AIM OF THE EXERCISE →
Working from the entries below, count every line that includes the word "image". Return the figure alone.

Collected data entries →
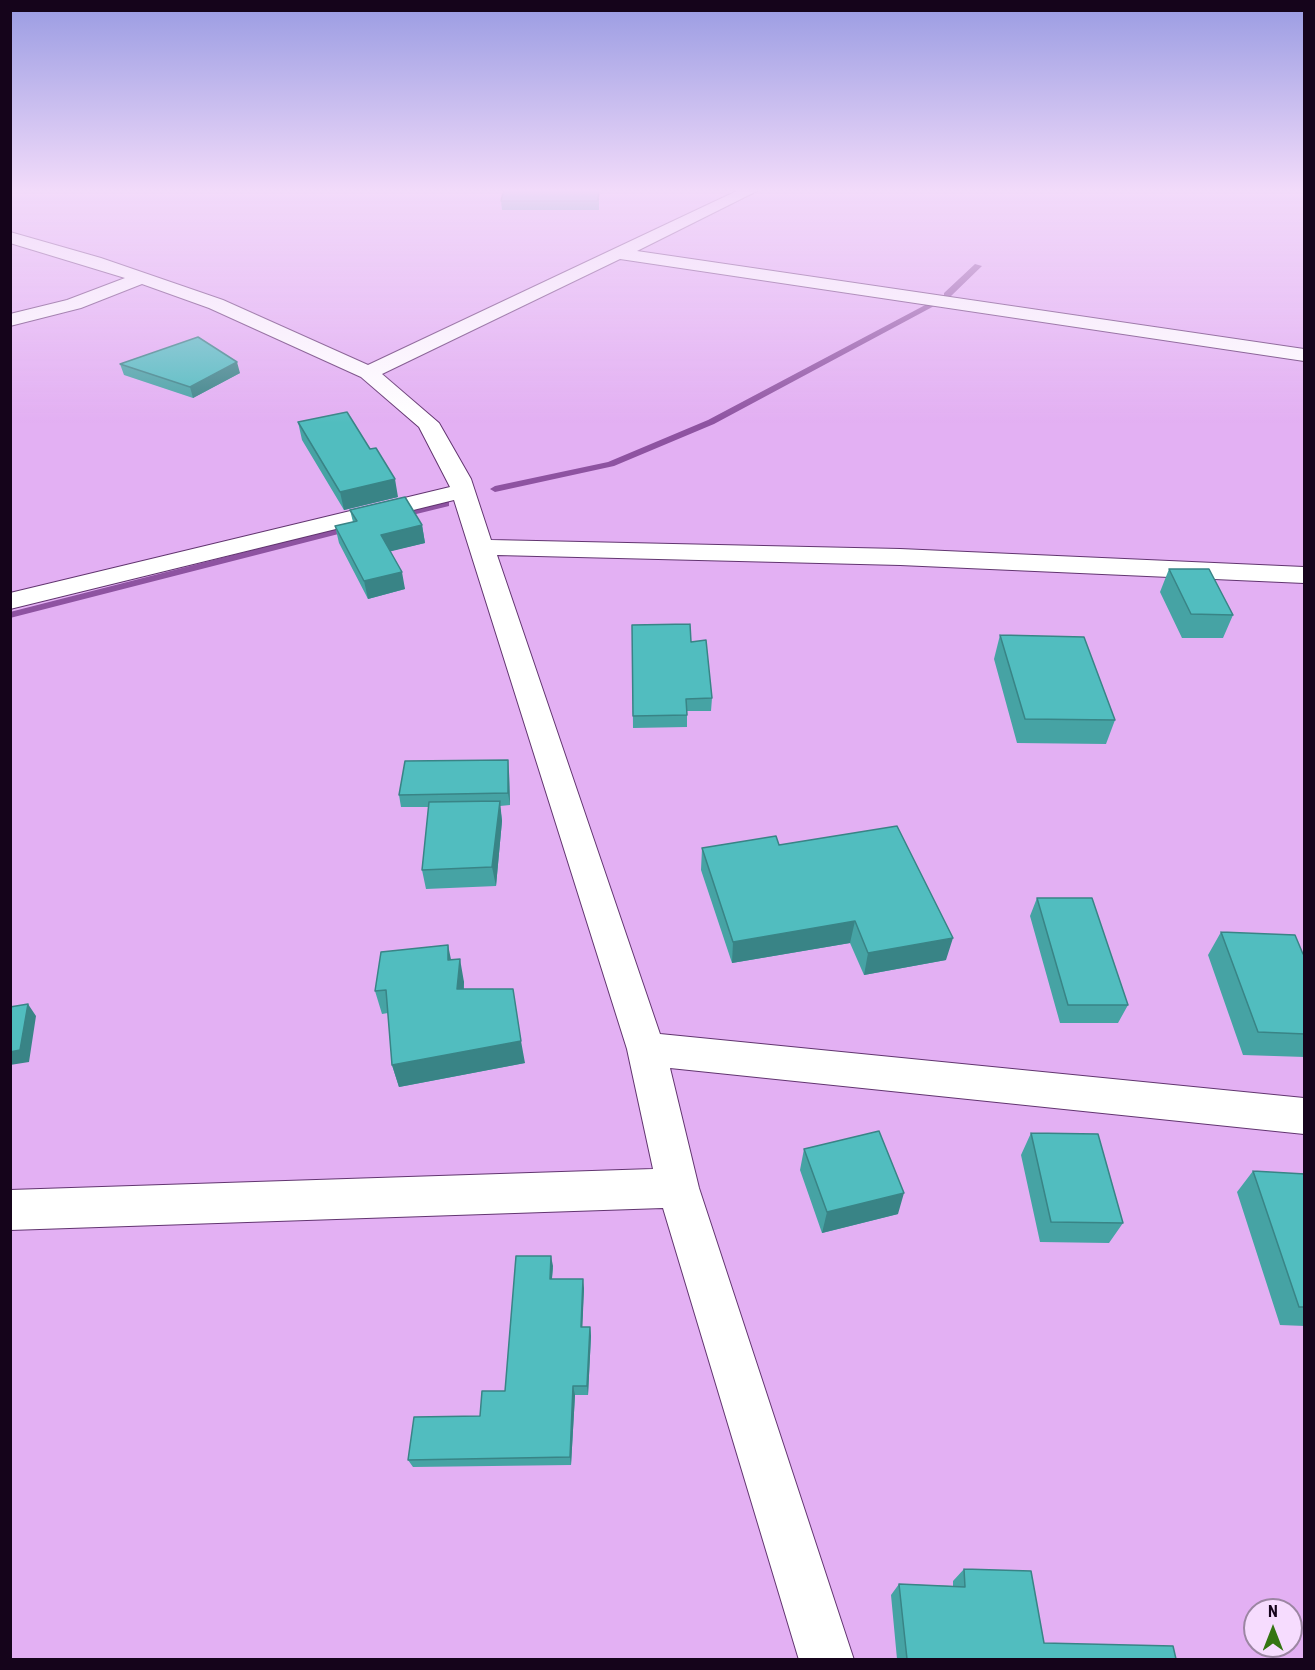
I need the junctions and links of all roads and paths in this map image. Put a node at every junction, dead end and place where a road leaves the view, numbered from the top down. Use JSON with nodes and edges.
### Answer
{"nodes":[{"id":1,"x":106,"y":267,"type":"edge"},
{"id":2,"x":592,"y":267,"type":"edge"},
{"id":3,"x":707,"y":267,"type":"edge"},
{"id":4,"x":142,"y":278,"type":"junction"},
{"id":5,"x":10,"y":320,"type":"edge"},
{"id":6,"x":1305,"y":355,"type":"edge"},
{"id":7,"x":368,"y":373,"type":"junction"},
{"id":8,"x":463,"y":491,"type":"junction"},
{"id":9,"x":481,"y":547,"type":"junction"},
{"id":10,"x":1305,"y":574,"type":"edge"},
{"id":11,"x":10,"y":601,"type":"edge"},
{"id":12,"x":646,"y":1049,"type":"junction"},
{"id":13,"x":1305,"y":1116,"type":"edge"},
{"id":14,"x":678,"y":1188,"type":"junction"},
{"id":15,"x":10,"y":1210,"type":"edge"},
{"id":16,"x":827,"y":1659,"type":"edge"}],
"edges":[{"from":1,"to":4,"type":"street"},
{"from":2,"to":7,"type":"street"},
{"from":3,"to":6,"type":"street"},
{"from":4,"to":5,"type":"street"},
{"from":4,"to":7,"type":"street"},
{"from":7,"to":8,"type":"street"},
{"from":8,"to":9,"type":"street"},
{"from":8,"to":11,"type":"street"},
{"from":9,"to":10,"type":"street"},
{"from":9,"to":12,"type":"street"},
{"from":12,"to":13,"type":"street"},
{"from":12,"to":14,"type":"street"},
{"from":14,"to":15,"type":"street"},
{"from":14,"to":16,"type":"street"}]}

* * *

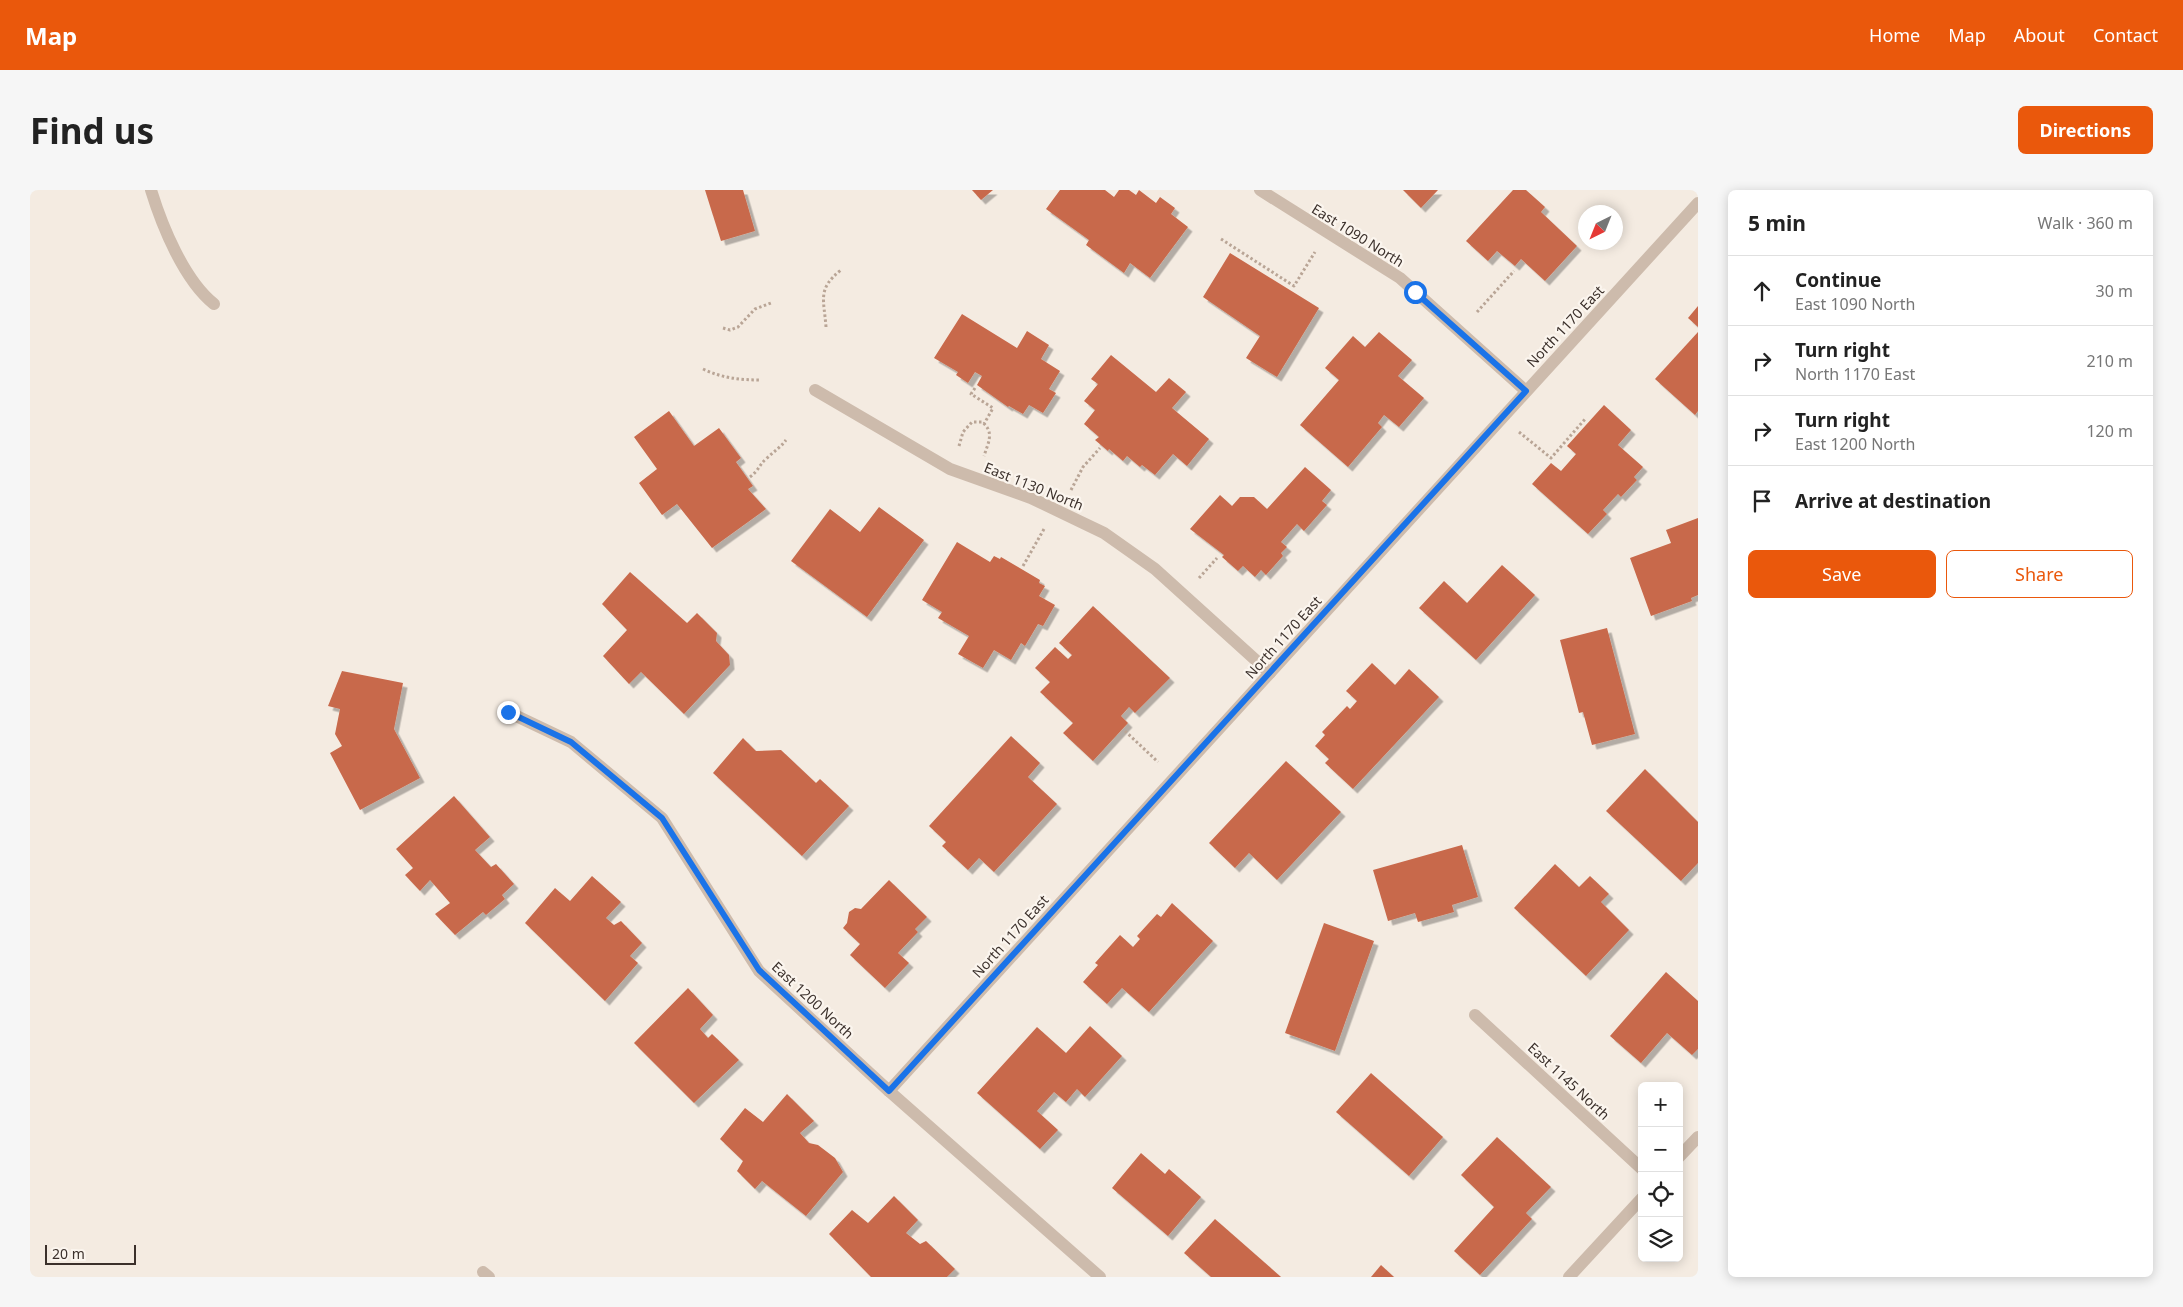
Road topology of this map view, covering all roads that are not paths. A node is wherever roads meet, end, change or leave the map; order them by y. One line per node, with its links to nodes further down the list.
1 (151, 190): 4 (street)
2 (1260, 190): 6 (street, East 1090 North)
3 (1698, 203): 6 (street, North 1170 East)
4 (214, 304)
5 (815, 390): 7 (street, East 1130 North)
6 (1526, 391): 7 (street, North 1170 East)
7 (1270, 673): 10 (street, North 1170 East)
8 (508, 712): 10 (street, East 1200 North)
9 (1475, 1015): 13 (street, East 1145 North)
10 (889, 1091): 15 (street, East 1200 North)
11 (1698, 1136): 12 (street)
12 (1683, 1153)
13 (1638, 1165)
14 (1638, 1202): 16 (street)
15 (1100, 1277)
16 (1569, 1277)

--

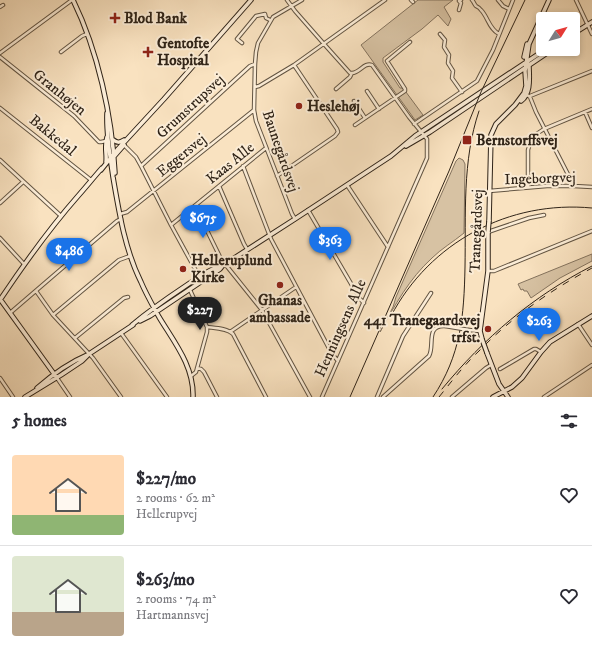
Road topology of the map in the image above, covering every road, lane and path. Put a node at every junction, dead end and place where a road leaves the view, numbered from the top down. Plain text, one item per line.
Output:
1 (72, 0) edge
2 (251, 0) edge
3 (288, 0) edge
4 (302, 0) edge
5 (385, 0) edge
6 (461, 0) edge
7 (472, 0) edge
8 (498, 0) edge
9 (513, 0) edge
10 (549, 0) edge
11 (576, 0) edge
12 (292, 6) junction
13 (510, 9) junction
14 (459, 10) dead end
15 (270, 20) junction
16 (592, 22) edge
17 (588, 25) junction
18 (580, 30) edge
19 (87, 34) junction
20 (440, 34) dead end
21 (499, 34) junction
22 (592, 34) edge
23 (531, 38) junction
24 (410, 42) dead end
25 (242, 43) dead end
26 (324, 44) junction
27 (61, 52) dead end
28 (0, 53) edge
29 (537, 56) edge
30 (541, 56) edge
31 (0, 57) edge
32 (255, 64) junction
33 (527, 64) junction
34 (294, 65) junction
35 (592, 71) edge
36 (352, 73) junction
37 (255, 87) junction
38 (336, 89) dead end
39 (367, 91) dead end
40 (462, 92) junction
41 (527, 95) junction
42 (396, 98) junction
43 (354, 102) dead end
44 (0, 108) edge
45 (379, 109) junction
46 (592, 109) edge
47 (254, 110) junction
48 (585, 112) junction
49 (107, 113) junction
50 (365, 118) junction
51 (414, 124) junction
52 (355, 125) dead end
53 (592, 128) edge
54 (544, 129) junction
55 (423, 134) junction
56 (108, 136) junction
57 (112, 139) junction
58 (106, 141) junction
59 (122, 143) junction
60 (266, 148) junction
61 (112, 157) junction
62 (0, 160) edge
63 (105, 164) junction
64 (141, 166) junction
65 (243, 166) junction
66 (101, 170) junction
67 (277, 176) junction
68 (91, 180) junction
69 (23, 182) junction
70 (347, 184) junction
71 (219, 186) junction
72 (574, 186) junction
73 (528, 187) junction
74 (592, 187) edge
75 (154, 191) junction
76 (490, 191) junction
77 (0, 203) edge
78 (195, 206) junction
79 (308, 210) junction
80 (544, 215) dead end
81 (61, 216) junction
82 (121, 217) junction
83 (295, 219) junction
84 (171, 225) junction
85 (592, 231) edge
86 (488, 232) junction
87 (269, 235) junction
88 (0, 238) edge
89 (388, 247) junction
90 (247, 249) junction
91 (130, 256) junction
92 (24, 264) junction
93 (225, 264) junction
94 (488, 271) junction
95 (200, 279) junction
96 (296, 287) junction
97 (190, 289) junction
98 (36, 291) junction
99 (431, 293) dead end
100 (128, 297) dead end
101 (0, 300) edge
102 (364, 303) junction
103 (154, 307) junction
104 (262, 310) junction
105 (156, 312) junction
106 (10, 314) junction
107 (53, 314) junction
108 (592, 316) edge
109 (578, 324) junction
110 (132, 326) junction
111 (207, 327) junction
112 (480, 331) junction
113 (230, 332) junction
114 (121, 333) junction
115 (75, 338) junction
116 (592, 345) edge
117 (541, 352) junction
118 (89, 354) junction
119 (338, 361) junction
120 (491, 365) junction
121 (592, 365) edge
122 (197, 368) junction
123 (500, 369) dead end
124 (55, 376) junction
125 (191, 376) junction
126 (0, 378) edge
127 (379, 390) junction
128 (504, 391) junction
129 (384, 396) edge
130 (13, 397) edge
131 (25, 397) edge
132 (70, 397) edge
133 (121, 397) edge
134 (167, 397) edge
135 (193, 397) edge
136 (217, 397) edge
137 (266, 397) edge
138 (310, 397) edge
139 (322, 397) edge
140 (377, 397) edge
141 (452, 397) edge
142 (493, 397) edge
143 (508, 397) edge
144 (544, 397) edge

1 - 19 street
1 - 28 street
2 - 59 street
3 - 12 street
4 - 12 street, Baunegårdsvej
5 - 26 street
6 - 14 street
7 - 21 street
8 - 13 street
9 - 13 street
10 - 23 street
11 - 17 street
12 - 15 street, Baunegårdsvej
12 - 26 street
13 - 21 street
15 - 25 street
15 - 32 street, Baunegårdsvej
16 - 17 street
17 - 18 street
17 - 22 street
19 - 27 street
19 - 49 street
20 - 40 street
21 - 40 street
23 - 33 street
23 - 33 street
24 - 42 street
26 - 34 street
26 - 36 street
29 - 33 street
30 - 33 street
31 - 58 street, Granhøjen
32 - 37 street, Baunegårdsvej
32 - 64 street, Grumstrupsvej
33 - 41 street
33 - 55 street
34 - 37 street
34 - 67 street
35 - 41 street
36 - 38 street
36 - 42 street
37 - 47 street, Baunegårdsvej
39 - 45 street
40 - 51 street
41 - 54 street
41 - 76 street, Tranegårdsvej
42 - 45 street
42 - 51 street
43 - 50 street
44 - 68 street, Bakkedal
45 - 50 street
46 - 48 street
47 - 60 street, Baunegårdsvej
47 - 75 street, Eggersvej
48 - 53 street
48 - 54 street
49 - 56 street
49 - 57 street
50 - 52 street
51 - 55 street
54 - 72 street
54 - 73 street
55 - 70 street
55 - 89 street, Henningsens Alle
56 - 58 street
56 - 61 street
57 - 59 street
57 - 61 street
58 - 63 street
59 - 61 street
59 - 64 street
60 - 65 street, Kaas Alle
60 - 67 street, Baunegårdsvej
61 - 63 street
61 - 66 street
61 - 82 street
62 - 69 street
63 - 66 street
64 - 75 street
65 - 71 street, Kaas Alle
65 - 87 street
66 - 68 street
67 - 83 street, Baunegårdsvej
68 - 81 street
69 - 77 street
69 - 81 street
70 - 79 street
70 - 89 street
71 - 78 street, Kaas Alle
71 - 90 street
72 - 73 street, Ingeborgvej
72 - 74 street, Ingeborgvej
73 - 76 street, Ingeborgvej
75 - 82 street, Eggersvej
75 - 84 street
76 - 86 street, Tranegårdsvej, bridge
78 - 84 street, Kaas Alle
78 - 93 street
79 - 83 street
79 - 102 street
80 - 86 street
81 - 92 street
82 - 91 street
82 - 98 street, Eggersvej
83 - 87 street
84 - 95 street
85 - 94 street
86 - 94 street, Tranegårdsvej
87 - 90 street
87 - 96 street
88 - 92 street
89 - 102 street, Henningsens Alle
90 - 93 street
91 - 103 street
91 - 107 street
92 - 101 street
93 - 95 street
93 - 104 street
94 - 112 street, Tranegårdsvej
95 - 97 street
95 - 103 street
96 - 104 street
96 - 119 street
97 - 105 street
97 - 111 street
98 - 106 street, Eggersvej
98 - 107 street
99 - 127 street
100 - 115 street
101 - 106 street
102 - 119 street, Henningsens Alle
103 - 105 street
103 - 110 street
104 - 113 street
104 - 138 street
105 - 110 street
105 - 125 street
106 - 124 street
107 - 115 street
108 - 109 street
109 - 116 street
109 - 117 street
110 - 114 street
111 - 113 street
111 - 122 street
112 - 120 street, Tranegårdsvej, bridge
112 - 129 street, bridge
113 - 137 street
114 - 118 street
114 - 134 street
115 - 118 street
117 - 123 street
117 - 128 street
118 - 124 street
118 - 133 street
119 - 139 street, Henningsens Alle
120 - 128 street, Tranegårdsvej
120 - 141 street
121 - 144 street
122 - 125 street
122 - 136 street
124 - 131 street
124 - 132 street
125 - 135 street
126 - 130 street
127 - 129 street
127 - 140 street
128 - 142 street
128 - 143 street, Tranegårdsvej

RESPONSE BELOW →
2